PROBLEM.
Could you return all of the entries below exactly, minus the pictures?
___ RECORDS TO PROCESS ___
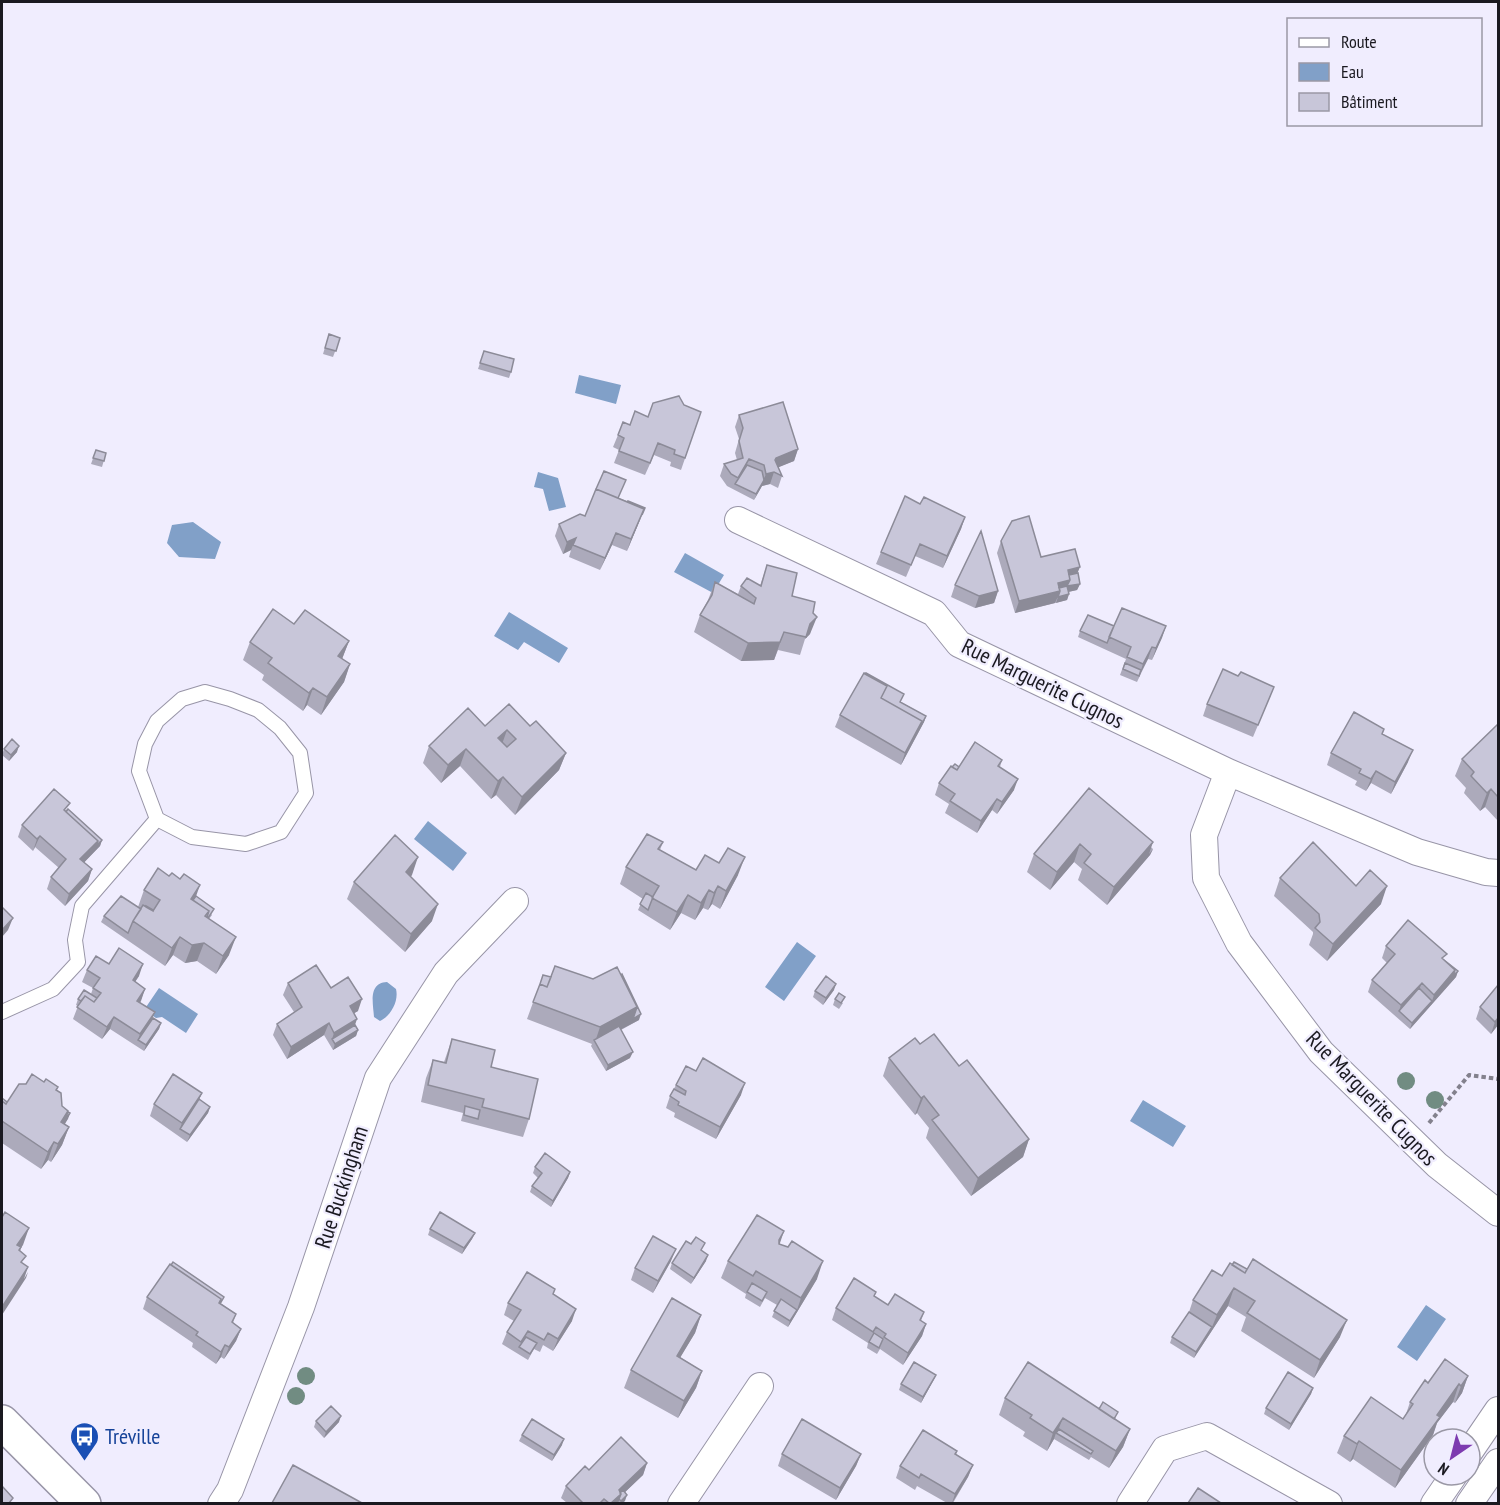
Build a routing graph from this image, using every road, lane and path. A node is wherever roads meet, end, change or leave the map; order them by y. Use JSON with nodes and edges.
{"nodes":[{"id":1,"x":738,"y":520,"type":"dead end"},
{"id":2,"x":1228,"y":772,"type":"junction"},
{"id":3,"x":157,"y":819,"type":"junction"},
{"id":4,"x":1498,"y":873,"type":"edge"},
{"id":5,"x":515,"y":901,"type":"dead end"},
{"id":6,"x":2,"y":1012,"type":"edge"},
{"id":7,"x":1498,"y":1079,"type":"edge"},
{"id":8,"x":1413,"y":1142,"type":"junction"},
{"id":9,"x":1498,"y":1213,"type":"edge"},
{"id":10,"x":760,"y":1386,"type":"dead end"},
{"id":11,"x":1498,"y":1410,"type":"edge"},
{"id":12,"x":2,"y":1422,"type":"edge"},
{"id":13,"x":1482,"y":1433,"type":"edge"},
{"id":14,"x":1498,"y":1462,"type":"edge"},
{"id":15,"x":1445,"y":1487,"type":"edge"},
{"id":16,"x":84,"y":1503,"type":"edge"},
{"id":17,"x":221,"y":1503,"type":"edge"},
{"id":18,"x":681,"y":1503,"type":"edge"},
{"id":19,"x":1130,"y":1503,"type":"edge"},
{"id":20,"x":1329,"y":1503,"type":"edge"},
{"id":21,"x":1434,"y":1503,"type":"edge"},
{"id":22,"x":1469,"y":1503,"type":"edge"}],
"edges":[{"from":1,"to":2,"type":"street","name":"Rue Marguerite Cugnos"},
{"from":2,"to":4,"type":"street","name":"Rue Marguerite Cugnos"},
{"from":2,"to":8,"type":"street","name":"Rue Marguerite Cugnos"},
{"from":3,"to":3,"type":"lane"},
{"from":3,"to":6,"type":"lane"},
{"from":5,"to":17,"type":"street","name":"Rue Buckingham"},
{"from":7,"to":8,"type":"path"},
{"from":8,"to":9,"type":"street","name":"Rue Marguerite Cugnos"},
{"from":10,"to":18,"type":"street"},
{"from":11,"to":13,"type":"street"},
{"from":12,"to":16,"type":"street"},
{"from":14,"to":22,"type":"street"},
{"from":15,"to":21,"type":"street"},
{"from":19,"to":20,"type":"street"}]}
___
ANSWER.
Build a routing graph from this image, using every road, lane and path. A node is wherever roads meet, end, change or leave the map; order them by y. Use JSON with nodes and edges.
{"nodes":[{"id":1,"x":738,"y":520,"type":"dead end"},
{"id":2,"x":1228,"y":772,"type":"junction"},
{"id":3,"x":157,"y":819,"type":"junction"},
{"id":4,"x":1498,"y":873,"type":"edge"},
{"id":5,"x":515,"y":901,"type":"dead end"},
{"id":6,"x":2,"y":1012,"type":"edge"},
{"id":7,"x":1498,"y":1079,"type":"edge"},
{"id":8,"x":1413,"y":1142,"type":"junction"},
{"id":9,"x":1498,"y":1213,"type":"edge"},
{"id":10,"x":760,"y":1386,"type":"dead end"},
{"id":11,"x":1498,"y":1410,"type":"edge"},
{"id":12,"x":2,"y":1422,"type":"edge"},
{"id":13,"x":1482,"y":1433,"type":"edge"},
{"id":14,"x":1498,"y":1462,"type":"edge"},
{"id":15,"x":1445,"y":1487,"type":"edge"},
{"id":16,"x":84,"y":1503,"type":"edge"},
{"id":17,"x":221,"y":1503,"type":"edge"},
{"id":18,"x":681,"y":1503,"type":"edge"},
{"id":19,"x":1130,"y":1503,"type":"edge"},
{"id":20,"x":1329,"y":1503,"type":"edge"},
{"id":21,"x":1434,"y":1503,"type":"edge"},
{"id":22,"x":1469,"y":1503,"type":"edge"}],
"edges":[{"from":1,"to":2,"type":"street","name":"Rue Marguerite Cugnos"},
{"from":2,"to":4,"type":"street","name":"Rue Marguerite Cugnos"},
{"from":2,"to":8,"type":"street","name":"Rue Marguerite Cugnos"},
{"from":3,"to":3,"type":"lane"},
{"from":3,"to":6,"type":"lane"},
{"from":5,"to":17,"type":"street","name":"Rue Buckingham"},
{"from":7,"to":8,"type":"path"},
{"from":8,"to":9,"type":"street","name":"Rue Marguerite Cugnos"},
{"from":10,"to":18,"type":"street"},
{"from":11,"to":13,"type":"street"},
{"from":12,"to":16,"type":"street"},
{"from":14,"to":22,"type":"street"},
{"from":15,"to":21,"type":"street"},
{"from":19,"to":20,"type":"street"}]}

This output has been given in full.